_Required action_
Give a faithful, exact copy of all entries, minus the images.
===== Listed records =====
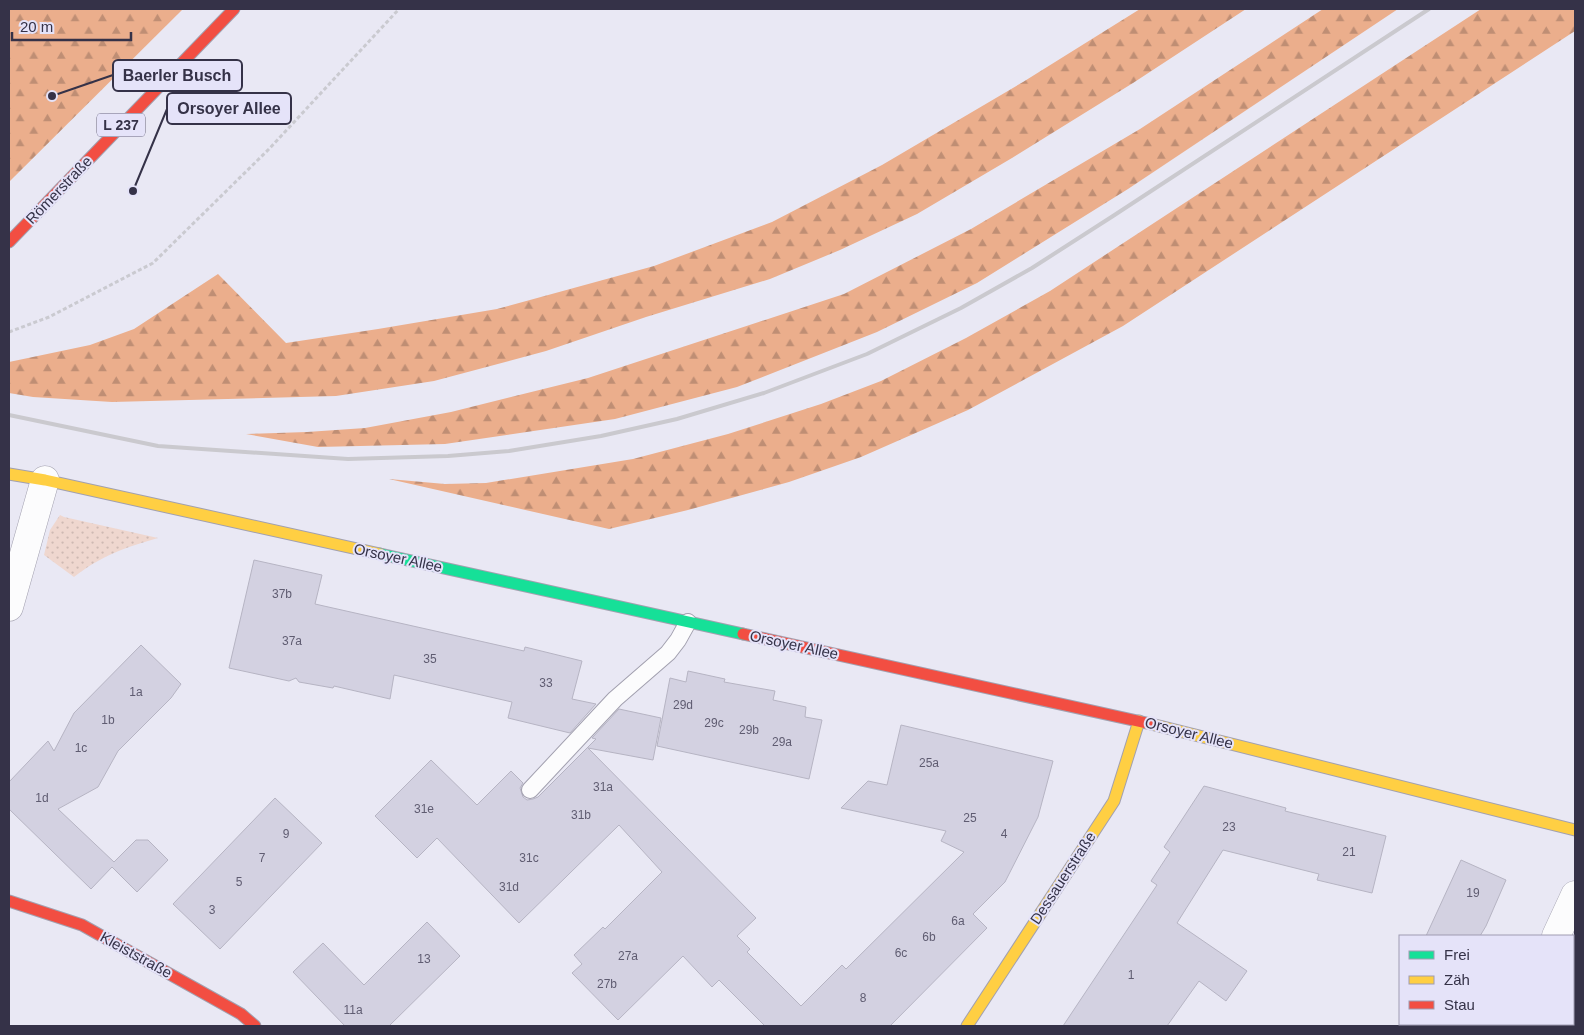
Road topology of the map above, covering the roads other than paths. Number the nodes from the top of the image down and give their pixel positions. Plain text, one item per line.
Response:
1 (234, 9) edge
2 (9, 242) edge
3 (9, 474) edge
4 (45, 480) junction
5 (9, 607) edge
6 (688, 622) junction
7 (1139, 721) junction
8 (530, 790) dead end
9 (1575, 830) edge
10 (1575, 895) edge
11 (9, 901) edge
12 (1556, 935) edge
13 (255, 1026) edge
14 (967, 1026) edge

1 - 2 street, Römerstraße / L 237
3 - 4 street, Orsoyer Allee
4 - 5 street
4 - 6 street, Orsoyer Allee
6 - 7 street, Orsoyer Allee
6 - 8 lane
7 - 9 street, Orsoyer Allee
7 - 14 street, Dessauerstraße
10 - 12 street
11 - 13 street, Kleiststraße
=====
_Written reply_
Road topology of the map above, covering the roads other than paths. Number the nodes from the top of the image down and give their pixel positions. Plain text, one item per line.
Response:
1 (234, 9) edge
2 (9, 242) edge
3 (9, 474) edge
4 (45, 480) junction
5 (9, 607) edge
6 (688, 622) junction
7 (1139, 721) junction
8 (530, 790) dead end
9 (1575, 830) edge
10 (1575, 895) edge
11 (9, 901) edge
12 (1556, 935) edge
13 (255, 1026) edge
14 (967, 1026) edge

1 - 2 street, Römerstraße / L 237
3 - 4 street, Orsoyer Allee
4 - 5 street
4 - 6 street, Orsoyer Allee
6 - 7 street, Orsoyer Allee
6 - 8 lane
7 - 9 street, Orsoyer Allee
7 - 14 street, Dessauerstraße
10 - 12 street
11 - 13 street, Kleiststraße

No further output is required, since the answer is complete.